RECORDS SHOWN
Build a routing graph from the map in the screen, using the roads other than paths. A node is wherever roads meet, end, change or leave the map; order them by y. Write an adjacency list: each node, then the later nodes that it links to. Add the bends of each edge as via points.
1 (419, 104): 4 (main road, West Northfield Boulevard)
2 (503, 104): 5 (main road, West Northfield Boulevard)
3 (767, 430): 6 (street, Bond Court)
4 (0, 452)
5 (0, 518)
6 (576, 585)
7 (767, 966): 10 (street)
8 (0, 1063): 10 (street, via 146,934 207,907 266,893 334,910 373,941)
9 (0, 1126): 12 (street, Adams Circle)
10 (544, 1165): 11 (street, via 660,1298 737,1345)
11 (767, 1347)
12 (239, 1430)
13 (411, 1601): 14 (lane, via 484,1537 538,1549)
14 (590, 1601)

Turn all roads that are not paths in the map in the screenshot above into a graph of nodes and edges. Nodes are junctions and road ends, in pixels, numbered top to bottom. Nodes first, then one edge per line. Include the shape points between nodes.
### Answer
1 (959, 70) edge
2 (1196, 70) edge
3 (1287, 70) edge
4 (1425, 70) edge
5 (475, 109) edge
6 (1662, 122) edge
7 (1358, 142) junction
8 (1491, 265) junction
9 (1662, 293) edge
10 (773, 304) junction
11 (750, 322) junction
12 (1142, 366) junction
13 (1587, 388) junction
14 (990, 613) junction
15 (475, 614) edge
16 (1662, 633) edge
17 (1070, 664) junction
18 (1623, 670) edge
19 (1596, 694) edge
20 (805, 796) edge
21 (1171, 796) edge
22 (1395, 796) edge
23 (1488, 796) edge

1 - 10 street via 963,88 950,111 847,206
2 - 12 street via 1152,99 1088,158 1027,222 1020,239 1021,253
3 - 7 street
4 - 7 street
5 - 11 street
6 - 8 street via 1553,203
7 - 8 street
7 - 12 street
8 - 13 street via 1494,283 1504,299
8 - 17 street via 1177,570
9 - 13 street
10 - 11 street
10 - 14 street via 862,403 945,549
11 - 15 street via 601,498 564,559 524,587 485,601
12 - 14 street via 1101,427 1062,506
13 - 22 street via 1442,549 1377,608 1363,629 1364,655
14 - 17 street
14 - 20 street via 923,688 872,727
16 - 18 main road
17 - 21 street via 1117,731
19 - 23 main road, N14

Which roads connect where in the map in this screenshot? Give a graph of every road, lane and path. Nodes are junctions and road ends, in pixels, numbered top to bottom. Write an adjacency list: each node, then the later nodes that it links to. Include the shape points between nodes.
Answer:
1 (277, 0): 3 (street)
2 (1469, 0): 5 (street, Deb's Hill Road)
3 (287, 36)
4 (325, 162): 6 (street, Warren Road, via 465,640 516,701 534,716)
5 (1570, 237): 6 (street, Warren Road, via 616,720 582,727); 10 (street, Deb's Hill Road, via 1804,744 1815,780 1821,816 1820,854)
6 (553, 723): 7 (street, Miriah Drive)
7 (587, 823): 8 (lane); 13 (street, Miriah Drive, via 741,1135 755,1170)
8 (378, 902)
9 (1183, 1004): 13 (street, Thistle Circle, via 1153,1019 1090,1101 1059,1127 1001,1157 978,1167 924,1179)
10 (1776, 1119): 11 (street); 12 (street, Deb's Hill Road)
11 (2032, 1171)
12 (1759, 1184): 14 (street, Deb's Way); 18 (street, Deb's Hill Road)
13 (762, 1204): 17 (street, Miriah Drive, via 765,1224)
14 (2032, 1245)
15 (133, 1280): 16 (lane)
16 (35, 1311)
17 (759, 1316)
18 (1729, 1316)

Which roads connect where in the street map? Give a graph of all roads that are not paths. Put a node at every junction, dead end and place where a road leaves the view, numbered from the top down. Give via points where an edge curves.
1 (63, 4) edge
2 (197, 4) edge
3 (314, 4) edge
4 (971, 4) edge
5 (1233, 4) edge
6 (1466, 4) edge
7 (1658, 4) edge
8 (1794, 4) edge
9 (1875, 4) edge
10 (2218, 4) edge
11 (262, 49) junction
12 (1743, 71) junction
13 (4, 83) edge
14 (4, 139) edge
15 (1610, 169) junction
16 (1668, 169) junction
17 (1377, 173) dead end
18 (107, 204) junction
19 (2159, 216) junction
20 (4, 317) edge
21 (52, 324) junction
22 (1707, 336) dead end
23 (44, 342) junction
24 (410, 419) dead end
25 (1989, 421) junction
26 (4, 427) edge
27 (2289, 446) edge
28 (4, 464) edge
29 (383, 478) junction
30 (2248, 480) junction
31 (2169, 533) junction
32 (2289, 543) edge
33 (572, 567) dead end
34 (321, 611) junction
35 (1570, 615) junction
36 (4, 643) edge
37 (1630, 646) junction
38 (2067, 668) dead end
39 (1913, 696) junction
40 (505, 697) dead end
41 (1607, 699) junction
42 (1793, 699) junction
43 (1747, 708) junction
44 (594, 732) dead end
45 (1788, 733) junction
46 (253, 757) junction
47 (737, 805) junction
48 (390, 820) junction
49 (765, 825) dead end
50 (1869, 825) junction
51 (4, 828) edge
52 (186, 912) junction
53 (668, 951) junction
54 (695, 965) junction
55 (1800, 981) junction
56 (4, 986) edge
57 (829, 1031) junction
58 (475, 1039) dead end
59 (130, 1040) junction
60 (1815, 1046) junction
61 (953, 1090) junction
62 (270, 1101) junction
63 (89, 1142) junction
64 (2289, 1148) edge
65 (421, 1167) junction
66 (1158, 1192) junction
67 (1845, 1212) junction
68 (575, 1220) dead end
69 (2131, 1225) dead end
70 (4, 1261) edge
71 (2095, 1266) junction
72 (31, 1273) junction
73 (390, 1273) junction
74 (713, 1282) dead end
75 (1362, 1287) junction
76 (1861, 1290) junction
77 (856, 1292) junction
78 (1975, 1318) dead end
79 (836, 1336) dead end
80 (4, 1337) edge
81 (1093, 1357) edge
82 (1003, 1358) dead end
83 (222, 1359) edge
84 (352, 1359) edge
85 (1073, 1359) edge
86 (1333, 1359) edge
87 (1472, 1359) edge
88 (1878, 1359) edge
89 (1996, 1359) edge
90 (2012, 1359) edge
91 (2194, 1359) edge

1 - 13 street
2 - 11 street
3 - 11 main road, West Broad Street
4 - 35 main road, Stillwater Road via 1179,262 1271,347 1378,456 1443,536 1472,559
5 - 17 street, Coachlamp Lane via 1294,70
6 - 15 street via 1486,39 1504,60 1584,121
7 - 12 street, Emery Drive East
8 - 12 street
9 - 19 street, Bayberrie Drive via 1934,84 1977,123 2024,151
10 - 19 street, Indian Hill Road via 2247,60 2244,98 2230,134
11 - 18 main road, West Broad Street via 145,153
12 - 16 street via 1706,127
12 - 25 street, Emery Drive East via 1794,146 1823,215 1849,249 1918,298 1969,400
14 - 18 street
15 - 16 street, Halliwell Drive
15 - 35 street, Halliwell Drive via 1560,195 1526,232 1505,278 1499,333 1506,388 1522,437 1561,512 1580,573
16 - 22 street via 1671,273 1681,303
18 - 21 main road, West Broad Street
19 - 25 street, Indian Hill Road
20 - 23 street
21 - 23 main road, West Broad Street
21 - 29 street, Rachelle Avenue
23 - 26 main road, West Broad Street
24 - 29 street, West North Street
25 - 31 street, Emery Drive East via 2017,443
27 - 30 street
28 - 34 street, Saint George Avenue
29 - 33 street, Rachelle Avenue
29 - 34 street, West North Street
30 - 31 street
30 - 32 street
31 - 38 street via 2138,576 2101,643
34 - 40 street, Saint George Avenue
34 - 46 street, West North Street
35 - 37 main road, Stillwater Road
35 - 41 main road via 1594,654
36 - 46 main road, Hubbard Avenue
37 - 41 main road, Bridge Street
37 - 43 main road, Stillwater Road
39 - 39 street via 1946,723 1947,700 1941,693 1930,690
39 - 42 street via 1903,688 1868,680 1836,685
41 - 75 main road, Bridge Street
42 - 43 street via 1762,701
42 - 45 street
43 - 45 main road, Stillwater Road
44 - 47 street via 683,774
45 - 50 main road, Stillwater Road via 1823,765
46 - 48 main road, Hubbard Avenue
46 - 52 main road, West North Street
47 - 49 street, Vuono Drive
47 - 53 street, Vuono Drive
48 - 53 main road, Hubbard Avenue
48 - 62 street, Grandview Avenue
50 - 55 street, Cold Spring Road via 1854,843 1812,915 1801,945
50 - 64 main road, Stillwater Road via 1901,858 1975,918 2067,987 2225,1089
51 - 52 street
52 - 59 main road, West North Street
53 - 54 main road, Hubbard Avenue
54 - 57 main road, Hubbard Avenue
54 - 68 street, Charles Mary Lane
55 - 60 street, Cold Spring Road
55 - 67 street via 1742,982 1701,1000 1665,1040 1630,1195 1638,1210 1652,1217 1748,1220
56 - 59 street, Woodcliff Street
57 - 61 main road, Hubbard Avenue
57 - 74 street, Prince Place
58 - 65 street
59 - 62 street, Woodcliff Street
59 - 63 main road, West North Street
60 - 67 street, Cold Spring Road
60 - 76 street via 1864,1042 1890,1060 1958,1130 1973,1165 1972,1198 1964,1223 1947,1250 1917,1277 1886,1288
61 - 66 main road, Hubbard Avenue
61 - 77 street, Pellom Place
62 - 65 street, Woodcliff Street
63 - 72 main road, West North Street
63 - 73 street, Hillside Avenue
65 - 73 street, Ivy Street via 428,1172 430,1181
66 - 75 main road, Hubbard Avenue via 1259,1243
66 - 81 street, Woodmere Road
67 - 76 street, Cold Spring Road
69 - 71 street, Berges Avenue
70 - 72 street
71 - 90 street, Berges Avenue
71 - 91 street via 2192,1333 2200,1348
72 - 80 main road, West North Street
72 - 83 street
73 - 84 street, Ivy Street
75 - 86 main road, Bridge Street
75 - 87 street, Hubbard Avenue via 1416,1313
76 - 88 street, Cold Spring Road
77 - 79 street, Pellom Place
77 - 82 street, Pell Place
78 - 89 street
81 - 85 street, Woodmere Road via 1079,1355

EXERCISE REQUIREMENTS
Show all lines in the entries above where the string "each" appears.

FINISHED EXERCISE
Build a routing graph from the map in the screen, using the roads other than paths. A node is wherever roads meet, end, change or leave the map; order them by y. Write an adjacency list: each node, then the later nodes that it links to. Add the bends of each edge as via points.
Which roads connect where in the map in this screenshot? Give a graph of every road, lane and path. Nodes are junctions and road ends, in pixels, numbered top to bottom. Write an adjacency list: each node, then the later nodes that it links to. Include the shape points between nodes.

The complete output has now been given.